• _EXERCISE DESCRIPTION_: For each line of the listing that contains "Bulvarı", make a copy and return it.

• _DATA RECORDS_:
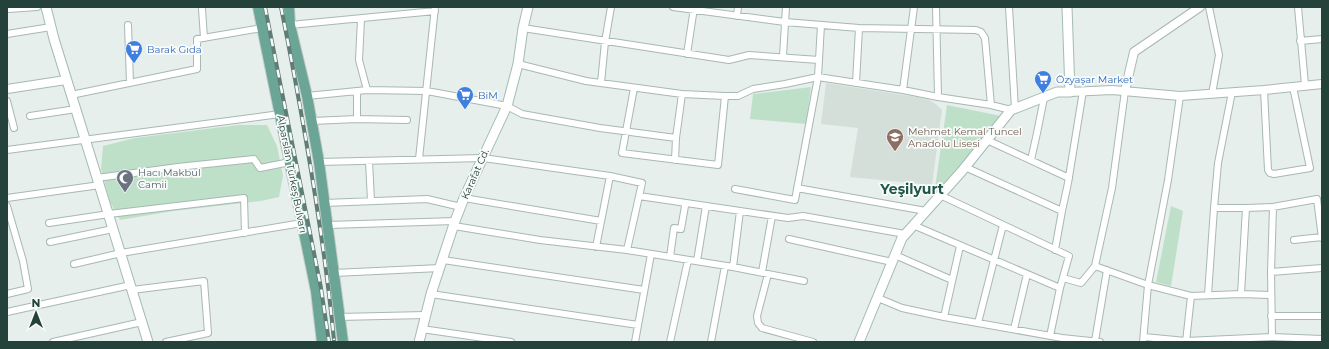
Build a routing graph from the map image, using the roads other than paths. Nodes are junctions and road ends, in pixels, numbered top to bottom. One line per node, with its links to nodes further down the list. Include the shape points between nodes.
1 (36, 7): 17 (street)
2 (46, 7): 27 (main road)
3 (258, 7): 28 (main road, Alparslan Türkeş Bulvarı)
4 (288, 7): 24 (main road)
5 (528, 7): 29 (main road, Karafat Cd.)
6 (611, 7): 37 (street)
7 (673, 7): 20 (street)
8 (738, 7): 21 (street)
9 (786, 7): 23 (street)
10 (914, 7): 31 (street)
11 (936, 7): 32 (street)
12 (1009, 7): 73 (street)
13 (1067, 7): 59 (main road)
14 (1200, 7): 58 (street, via 1134,52)
15 (1209, 7): 62 (street, via 1219,55)
16 (1298, 7): 36 (street)
17 (9, 9)
18 (202, 9): 34 (street)
19 (435, 9): 22 (street); 56 (street)
20 (694, 9): 21 (street); 38 (street)
21 (737, 16): 23 (street)
22 (361, 19): 24 (street); 52 (street, via 359,60)
23 (786, 22): 25 (street); 39 (street)
24 (290, 25): 64 (main road)
25 (821, 25): 30 (street); 40 (street)
26 (128, 26): 44 (street)
27 (51, 27): 33 (street); 43 (main road)
28 (262, 28): 34 (street); 74 (main road, Alparslan Türkeş Bulvarı)
29 (523, 28): 37 (street); 41 (main road, Karafat Cd.)
30 (859, 28): 31 (street); 46 (street)
31 (911, 29): 32 (street); 53 (street)
32 (936, 29): 67 (street); 70 (street, via 981,32 985,38)
33 (7, 34)
34 (204, 38): 44 (street, via 197,39 197,69)
35 (1322, 39): 36 (street)
36 (1300, 41): 48 (street)
37 (606, 42): 38 (street); 45 (street)
38 (688, 54): 39 (street, via 729,60 749,55)
39 (783, 56): 40 (street)
40 (819, 60): 42 (street)
41 (518, 64): 45 (street); 71 (main road, Karafat Cd.)
42 (818, 77): 46 (street); 65 (street, via 753,89 738,96); 96 (street)
43 (66, 80): 51 (street); 63 (main road)
44 (130, 83): 63 (street)
45 (601, 83): 50 (street)
46 (856, 83): 53 (street)
47 (1322, 84): 48 (street)
48 (1304, 85): 49 (street)
49 (1294, 87): 54 (street); 54 (street, via 1310,168 1274,174 1268,170)
50 (634, 88): 61 (street); 80 (street)
51 (7, 89)
52 (367, 90): 55 (street); 56 (street)
53 (903, 90): 67 (street)
54 (1264, 90): 60 (street)
55 (357, 91): 64 (street); 76 (street)
56 (427, 91): 71 (street); 86 (street)
57 (1083, 91): 58 (street); 59 (street); 94 (street)
58 (1125, 91): 66 (street); 143 (street, via 1112,188)
59 (1070, 92): 68 (main road, via 1057,92)
60 (1232, 92): 62 (street); 108 (street, via 1218,163)
61 (682, 94): 65 (street); 81 (street)
62 (1212, 94): 66 (street)
63 (71, 95): 72 (main road)
64 (307, 96): 78 (main road)
65 (725, 96): 87 (street, via 718,165)
66 (1180, 96): 154 (street, via 1168,180)
67 (938, 97): 70 (street)
68 (1044, 98): 73 (main road); 88 (street)
69 (7, 101): 79 (street)
70 (991, 105): 73 (street)
71 (507, 106): 80 (street, via 522,114); 85 (main road, Karafat Cd.)
72 (76, 109): 75 (street); 83 (main road)
73 (1013, 109): 82 (main road)
74 (280, 114): 83 (street); 90 (main road, Alparslan Türkeş Bulvarı)
75 (30, 116)
76 (357, 119): 77 (street); 78 (street)
77 (407, 120)
78 (312, 121): 91 (main road)
79 (14, 128)
80 (626, 132): 81 (street); 87 (street, via 622,153)
81 (676, 138): 87 (street)
82 (987, 140): 88 (street); 92 (main road)
83 (86, 141): 84 (street); 95 (main road)
84 (7, 150)
85 (482, 158): 86 (street); 93 (street); 102 (main road, Karafat Cd.)
86 (419, 159): 89 (street)
87 (675, 160)
88 (1031, 160): 94 (street)
89 (369, 161): 91 (street); 101 (street)
90 (290, 162): 95 (street, via 260,168 254,159 178,167); 117 (main road, Alparslan Türkeş Bulvarı)
91 (319, 162): 103 (main road)
92 (965, 167): 98 (main road); 110 (street)
93 (610, 176): 99 (street, via 642,183); 115 (street)
94 (1069, 178): 110 (street)
95 (98, 181): 100 (street); 113 (main road)
96 (797, 188): 97 (street, via 795,200); 112 (street)
97 (735, 189)
98 (940, 195): 112 (main road); 121 (street)
99 (639, 196): 106 (street); 131 (street)
100 (7, 198)
101 (371, 201): 102 (street, via 428,199); 103 (street)
102 (462, 202): 115 (street); 118 (main road, Karafat Cd.)
103 (324, 203): 119 (main road)
104 (7, 206): 158 (street, via 23,261 28,289)
105 (685, 206): 135 (street, via 681,229 674,228)
106 (706, 206): 111 (street); 139 (street)
107 (1273, 207): 109 (street); 125 (street, via 1317,199); 147 (street)
108 (1214, 208): 109 (street); 161 (street)
109 (1246, 208): 160 (street)
110 (1062, 210): 132 (street)
111 (740, 211): 114 (street); 144 (street)
112 (926, 211): 120 (main road)
113 (108, 214): 116 (street); 122 (main road); 123 (street, via 244,198)
114 (772, 216): 124 (street, via 803,216); 149 (street)
115 (601, 221): 130 (street)
116 (49, 223)
117 (302, 223): 123 (street); 186 (main road, Alparslan Türkeş Bulvarı, via 316,291)
118 (455, 224): 119 (street); 130 (street, via 540,240); 141 (main road, Karafat Cd.)
119 (328, 225): 148 (main road)
120 (913, 225): 124 (main road); 129 (street)
121 (1003, 225): 132 (street); 138 (street)
122 (113, 229): 128 (street); 133 (main road)
123 (245, 233): 133 (street)
124 (905, 234): 136 (main road)
125 (1322, 238): 127 (street)
126 (789, 239): 136 (street)
127 (1294, 240)
128 (50, 242)
129 (960, 246): 138 (street); 152 (street)
130 (596, 247): 131 (street)
131 (627, 250): 134 (street)
132 (1055, 250): 151 (street, via 1069,256)
133 (121, 253): 140 (street); 155 (main road)
134 (651, 254): 135 (street); 157 (street)
135 (670, 257): 137 (street)
136 (893, 259): 152 (street); 164 (main road)
137 (688, 260): 139 (street); 191 (street)
138 (994, 260): 150 (street); 172 (street)
139 (697, 261): 142 (street)
140 (74, 264)
141 (442, 264): 148 (street); 157 (street); 159 (main road, Karafat Cd.)
142 (725, 266): 144 (street); 192 (street)
143 (1095, 266): 146 (street); 151 (street, via 1081,283)
144 (733, 267): 149 (street)
145 (1322, 268): 147 (street)
146 (1107, 270): 154 (street); 195 (street)
147 (1271, 272): 162 (street)
148 (334, 273): 169 (main road)
149 (765, 273): 153 (street); 193 (street, via 757,316 759,326)
150 (1027, 274): 156 (street); 175 (street)
151 (1063, 278): 156 (street)
152 (952, 280): 170 (street)
153 (804, 281)
154 (1148, 285): 163 (street); 178 (street)
155 (131, 287): 165 (street); 171 (main road); 185 (street, via 204,281 208,333)
156 (1060, 288): 176 (street)
157 (644, 290): 173 (street)
158 (7, 294)
159 (431, 294): 166 (main road, Karafat Cd.); 173 (street)
160 (1241, 294): 161 (street); 162 (street)
161 (1208, 295): 163 (street)
162 (1270, 295): 167 (street)
163 (1191, 296): 181 (street)
164 (878, 298): 170 (street, via 902,308); 194 (main road)
165 (7, 312)
166 (425, 315): 169 (street); 174 (main road, Karafat Cd.)
167 (1271, 316): 168 (street); 177 (street)
168 (1322, 316)
169 (339, 317): 187 (main road)
170 (944, 317): 172 (street)
171 (142, 322): 183 (street); 184 (main road)
172 (978, 323): 175 (street)
173 (638, 325): 190 (street)
174 (422, 329): 188 (main road, Karafat Cd.); 189 (street)
175 (1014, 329): 176 (street)
176 (1050, 336): 195 (street)
177 (1272, 337): 179 (street); 180 (street)
178 (1143, 339): 181 (street)
179 (1322, 339)
180 (1242, 340): 182 (street)
181 (1186, 341): 182 (street)
182 (1211, 341)
183 (53, 342)
184 (148, 342)
185 (166, 342)
186 (322, 342)
187 (343, 342)
188 (419, 342)
189 (511, 342)
190 (635, 342)
191 (670, 342)
192 (711, 342)
193 (813, 342)
194 (859, 342)
195 (1097, 342)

• _ANSWER TO THE PROBLEM_:
3 (258, 7): 28 (main road, Alparslan Türkeş Bulvarı)
28 (262, 28): 34 (street); 74 (main road, Alparslan Türkeş Bulvarı)
74 (280, 114): 83 (street); 90 (main road, Alparslan Türkeş Bulvarı)
90 (290, 162): 95 (street, via 260,168 254,159 178,167); 117 (main road, Alparslan Türkeş Bulvarı)
117 (302, 223): 123 (street); 186 (main road, Alparslan Türkeş Bulvarı, via 316,291)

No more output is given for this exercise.